Produce a faithful copy of every record below, without the pictures.

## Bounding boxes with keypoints
--

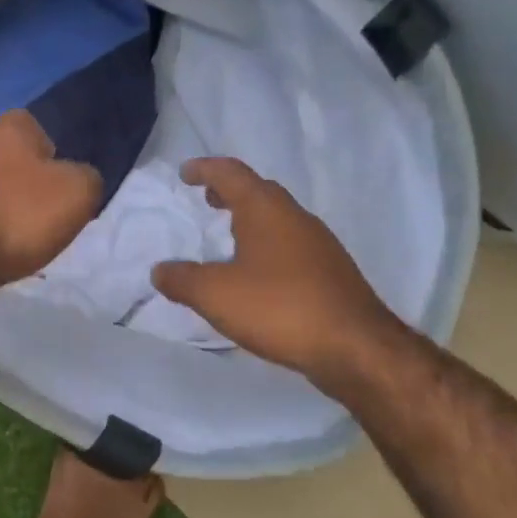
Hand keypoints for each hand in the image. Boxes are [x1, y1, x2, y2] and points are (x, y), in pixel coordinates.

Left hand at [0, 110, 103, 291]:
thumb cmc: (16, 216)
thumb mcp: (76, 194)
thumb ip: (86, 178)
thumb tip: (81, 178)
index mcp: (10, 128)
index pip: (33, 125)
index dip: (50, 152)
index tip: (59, 183)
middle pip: (3, 156)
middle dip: (18, 180)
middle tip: (37, 213)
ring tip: (10, 237)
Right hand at [152, 158, 414, 396]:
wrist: (356, 348)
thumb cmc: (279, 308)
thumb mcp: (215, 295)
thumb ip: (181, 279)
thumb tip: (160, 270)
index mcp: (265, 210)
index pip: (231, 173)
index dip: (205, 169)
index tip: (185, 173)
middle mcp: (295, 218)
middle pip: (259, 191)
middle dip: (230, 192)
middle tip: (207, 200)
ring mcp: (319, 244)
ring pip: (278, 218)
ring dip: (251, 220)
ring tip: (229, 237)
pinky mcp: (331, 272)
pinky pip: (291, 245)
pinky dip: (268, 245)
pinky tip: (259, 274)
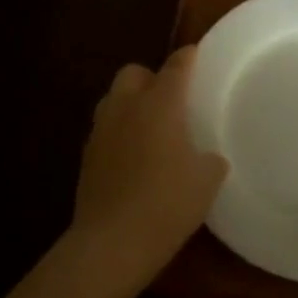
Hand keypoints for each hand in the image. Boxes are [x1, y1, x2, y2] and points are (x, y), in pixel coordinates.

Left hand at [68, 47, 228, 297]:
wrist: (111, 243)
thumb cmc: (167, 204)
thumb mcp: (206, 182)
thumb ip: (210, 160)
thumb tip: (208, 157)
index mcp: (160, 104)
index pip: (175, 67)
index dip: (187, 58)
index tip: (195, 54)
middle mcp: (126, 107)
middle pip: (134, 73)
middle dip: (151, 77)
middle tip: (170, 98)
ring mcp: (101, 131)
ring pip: (114, 99)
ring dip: (131, 103)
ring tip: (150, 125)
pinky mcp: (87, 156)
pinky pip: (106, 128)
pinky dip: (119, 131)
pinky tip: (134, 155)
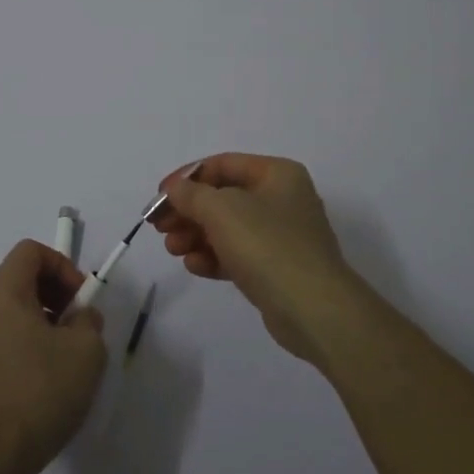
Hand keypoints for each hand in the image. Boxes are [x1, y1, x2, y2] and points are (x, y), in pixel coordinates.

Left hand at [0, 241, 107, 473]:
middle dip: (52, 292)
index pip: (30, 251)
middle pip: (16, 278)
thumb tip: (79, 318)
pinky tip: (38, 379)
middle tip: (76, 324)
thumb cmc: (40, 393)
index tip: (81, 299)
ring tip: (61, 354)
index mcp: (0, 293)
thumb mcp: (86, 350)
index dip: (62, 265)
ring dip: (37, 318)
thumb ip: (88, 320)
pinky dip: (19, 341)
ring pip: (6, 309)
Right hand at [152, 153, 366, 365]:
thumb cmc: (267, 245)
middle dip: (188, 211)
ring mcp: (282, 235)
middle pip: (223, 197)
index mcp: (277, 174)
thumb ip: (192, 195)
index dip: (186, 177)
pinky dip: (214, 256)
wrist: (313, 308)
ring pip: (228, 228)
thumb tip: (176, 189)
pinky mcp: (277, 269)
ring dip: (196, 235)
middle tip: (159, 226)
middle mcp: (282, 199)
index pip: (222, 164)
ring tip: (172, 249)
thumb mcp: (222, 210)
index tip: (160, 196)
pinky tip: (194, 266)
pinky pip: (238, 254)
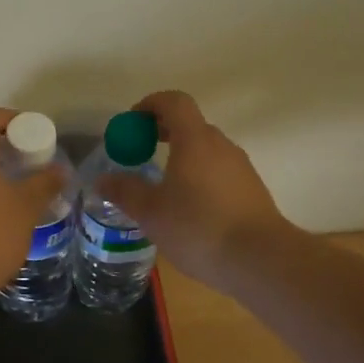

--

## Written response
Hand keypoints for each hand in the image. Boxes are [x1, y1, x2, y2] and points are (x, y), in pixel coordinates.

Left hand at [0, 110, 103, 291]:
thumb cmc: (16, 216)
thumb mcp: (76, 194)
thumb ip: (86, 178)
thumb tip: (81, 178)
index mcp: (10, 128)
index pip: (33, 125)
index dip: (50, 152)
index tip: (59, 183)
middle pip: (3, 156)
middle dip: (18, 180)
middle tip: (37, 213)
ring tip: (10, 237)
Right hand at [152, 158, 414, 396]:
wrist: (356, 348)
thumb cmc: (279, 308)
thumb mcp: (215, 295)
thumb ip: (181, 279)
thumb tip: (160, 270)
index mcp: (265, 210)
index pip: (231, 173)
index dip: (205, 169)
index tip: (185, 173)
middle mcp: (295, 218)
middle pip: (259, 191)
middle dip: (230, 192)
middle tip: (207, 200)
ring mcp: (319, 244)
ring pip: (278, 218)
ring dip: (251, 220)
ring tip: (229, 237)
pinky mcp: (331, 272)
pinky pip: (291, 245)
pinky dip: (268, 245)
pinky tip: (259, 274)
Hand keypoints for each hand in the image. Boxes are [x1, y1, x2, y2] and points are (x, y), in pixel coordinates.

Left hand at [68, 47, 228, 297]:
wrist: (111, 243)
thumb cmc: (167, 204)
thumb mcp: (206, 182)
thumb ip: (210, 160)
thumb tip: (208, 157)
index mcp: (160, 104)
index pip: (175, 67)
index dip: (187, 58)
index tip: (195, 54)
middle mcp: (126, 107)
middle pip: (134, 73)
middle dip: (151, 77)
middle tip: (170, 98)
ring mcp: (101, 131)
ring pip: (114, 99)
ring dip: (131, 103)
ring tip: (150, 125)
pinky mcp: (87, 156)
pinky pip: (106, 128)
pinky dip: (119, 131)
pinky tip: (134, 155)
Hand keypoints for each hand in the image. Boxes are [x1, y1, x2, y2] and points are (x, y), in pixel coordinates.

Left hand at [0, 241, 107, 473]:
middle dip: (52, 292)
index pip: (30, 251)
middle pip: (16, 278)
thumb tip: (79, 318)
pinky tip: (38, 379)
middle tip: (76, 324)
thumb cmc: (40, 393)
index tip: (81, 299)
ring tip: (61, 354)
index mcp: (0, 293)
thumb mcp: (86, 350)
index dip: (62, 265)
ring dip: (37, 318)
thumb ip: (88, 320)
pinky dip: (19, 341)
ring pip: (6, 309)
Right hand at [152, 153, 366, 365]:
thumb cmc: (267, 245)
middle dip: (188, 211)
ring mcp: (282, 235)
middle pip: (223, 197)
index mcp: (277, 174)
thumb ip: (192, 195)
index dip: (186, 177)
pinky dip: (214, 256)
wrist: (313, 308)
ring pip: (228, 228)
thumb tip: (176, 189)
pinky mcp: (277, 269)
ring dip: (196, 235)
middle tip: (159, 226)
middle mcp: (282, 199)
index pip: (222, 164)
ring tip: (172, 249)
thumb mcp: (222, 210)
index tip: (160, 196)
pinky tip: (194, 266)
pinky pip: (238, 254)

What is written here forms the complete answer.